1 En na dezen scheidde Paulus van Athene en kwam te Korinthe;
2 En vond een zekeren Jood, met name Aquila, van geboorte uit Pontus, die onlangs van Italie gekomen was, en Priscilla, zijn vrouw, (omdat Claudius bevolen had, dat al de Joden uit Rome vertrekken zouden), en hij ging tot hen;
3 En omdat hij van hetzelfde handwerk was, bleef hij bij hen, en wrocht; want zij waren tentenmakers van handwerk.
4 En hij handelde op elken sabbat in de synagoge, en bewoog tot het geloof Joden en Grieken.
5 En als Silas en Timotheus van Macedonie afgekomen waren, werd Paulus door den Geest gedrongen, betuigende den Joden, dat Jezus is de Christus.
6 Maar als zij wederstonden en lasterden, schudde hij zijn klederen af, en zeide tot hen: Uw bloed zij op uw hoofd; ik ben rein; en van nu voortaan zal ik tot de heidenen heengaan.
7 En van daar gegaan zijnde, kwam hij in het huis van een man, met name Justus, die God diende, wiens huis paalde aan de synagoge.
8 En Crispus, de overste der synagoge, geloofde aan den Heere met geheel zijn huis; en velen van de Korinthiers, hem horende, geloofden, en werden gedoopt.
9 En de Heere zeide tot Paulus door een gezicht in den nacht: Zijt niet bevreesd, maar spreek en zwijg niet.
10 Want Ik ben met u, en niemand zal de hand aan u leggen om u kwaad te doen; want Ik heb veel volks in deze stad.
11 En hij onthield zich aldaar een jaar en zes maanden, lerende onder hen het Woord Gods.
12 Maar als Gallio stadhouder van Achaje was, stonden de Joden eendrachtelijk tegen Paulus op, en brachten hem voor den rechterstoel.
13 Zeggende: Deze raadt den mensen aan, dat zij God zouden dienen tegen de wet.
14 En als Paulus zijn mond zou opendoen, zeide Gallio tot de Joden: Zo er enig ongelijk, of kwaad stuk begaan ware, o Joden, zo zou ik met reden ulieden verdragen;
15 Maar indien er geschil is over een woord, en namen, en over de wet, die onder u is, zo zult gij zelven toezien; want ik wil over deze dingen geen rechter zijn.
16 En hij dreef hen weg van den rechterstoel.
17 Maar al de Grieken namen Sosthenes, den overste der synagoge, en sloegen hem voor den rechterstoel; en Gallio trok zich geen van deze dingen aan.
18 En als Paulus er nog vele dagen gebleven was, nam hij afscheid van de broederen, en scheepte van daar naar Syrie; en Priscilla en Aquila met hem, zijn hoofd te Kenchreen geschoren hebbende; want hij had een gelofte gedaan.
19 En hij kwam te Efeze aan, en liet hen aldaar; maar hij ging in de synagoge, en handelde met de Joden.
20 En als zij baden, dat hij langer bij hen blijven zoude, bewilligde hij het niet.
21 Maar hij nam afscheid van hen, zeggende: Ik moet ganselijk het toekomende feest te Jeruzalem houden; doch ik zal tot u wederkeren, zo God wil.
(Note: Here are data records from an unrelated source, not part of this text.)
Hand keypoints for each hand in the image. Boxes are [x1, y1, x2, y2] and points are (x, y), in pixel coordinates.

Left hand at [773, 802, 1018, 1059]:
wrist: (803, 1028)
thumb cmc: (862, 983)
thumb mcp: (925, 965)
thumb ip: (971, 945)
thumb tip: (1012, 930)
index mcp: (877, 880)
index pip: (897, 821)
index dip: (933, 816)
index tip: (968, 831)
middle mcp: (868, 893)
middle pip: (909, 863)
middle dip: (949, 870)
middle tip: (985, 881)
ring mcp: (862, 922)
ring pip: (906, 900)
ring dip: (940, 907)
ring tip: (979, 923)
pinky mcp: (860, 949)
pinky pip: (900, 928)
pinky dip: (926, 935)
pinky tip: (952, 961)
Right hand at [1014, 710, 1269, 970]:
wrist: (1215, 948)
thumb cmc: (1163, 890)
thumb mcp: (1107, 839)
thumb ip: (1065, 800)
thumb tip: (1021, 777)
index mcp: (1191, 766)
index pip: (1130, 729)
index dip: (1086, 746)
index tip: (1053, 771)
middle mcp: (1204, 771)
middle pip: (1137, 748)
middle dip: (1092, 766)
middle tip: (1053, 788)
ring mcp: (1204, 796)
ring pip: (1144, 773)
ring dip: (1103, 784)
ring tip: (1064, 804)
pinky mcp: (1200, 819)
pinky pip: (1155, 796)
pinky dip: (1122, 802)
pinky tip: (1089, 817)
En hij voer weg van Efeze.
22 En als hij te Cesarea was gekomen, ging hij op naar Jeruzalem, en de Gemeente gegroet hebbende, ging hij af naar Antiochie.
23 En als hij aldaar enige tijd geweest was, ging hij weg, en doorreisde vervolgens het land van Galatie en Frygie, versterkende al de discipelen.
24 En een zeker Jood, met name Apollos, van geboorte een Alexandrier, een welsprekend man, kwam te Efeze, machtig zijnde in de Schriften.
25 Deze was in den weg des Heeren onderwezen; en vurig zijnde van geest, sprak hij en leerde naarstiglijk de zaken des Heeren, wetende alleenlijk den doop van Johannes.
26 En deze begon vrijmoediglijk te spreken in de synagoge. En als hem Aquila en Priscilla gehoord hadden, namen zij hem tot zich, en legden hem den weg Gods bescheidenlijker uit.
27 En als hij wilde naar Achaje reizen, de broeders, hem vermaand hebbende, schreven aan de discipelen, dat zij hem ontvangen zouden; welke, daar gekomen zijnde, heeft veel toegebracht aan degenen, die geloofden door de genade.
28 Want hij overtuigde de Joden met groten ernst in het openbaar, bewijzende door de Schriften, dat Jezus de Christus was.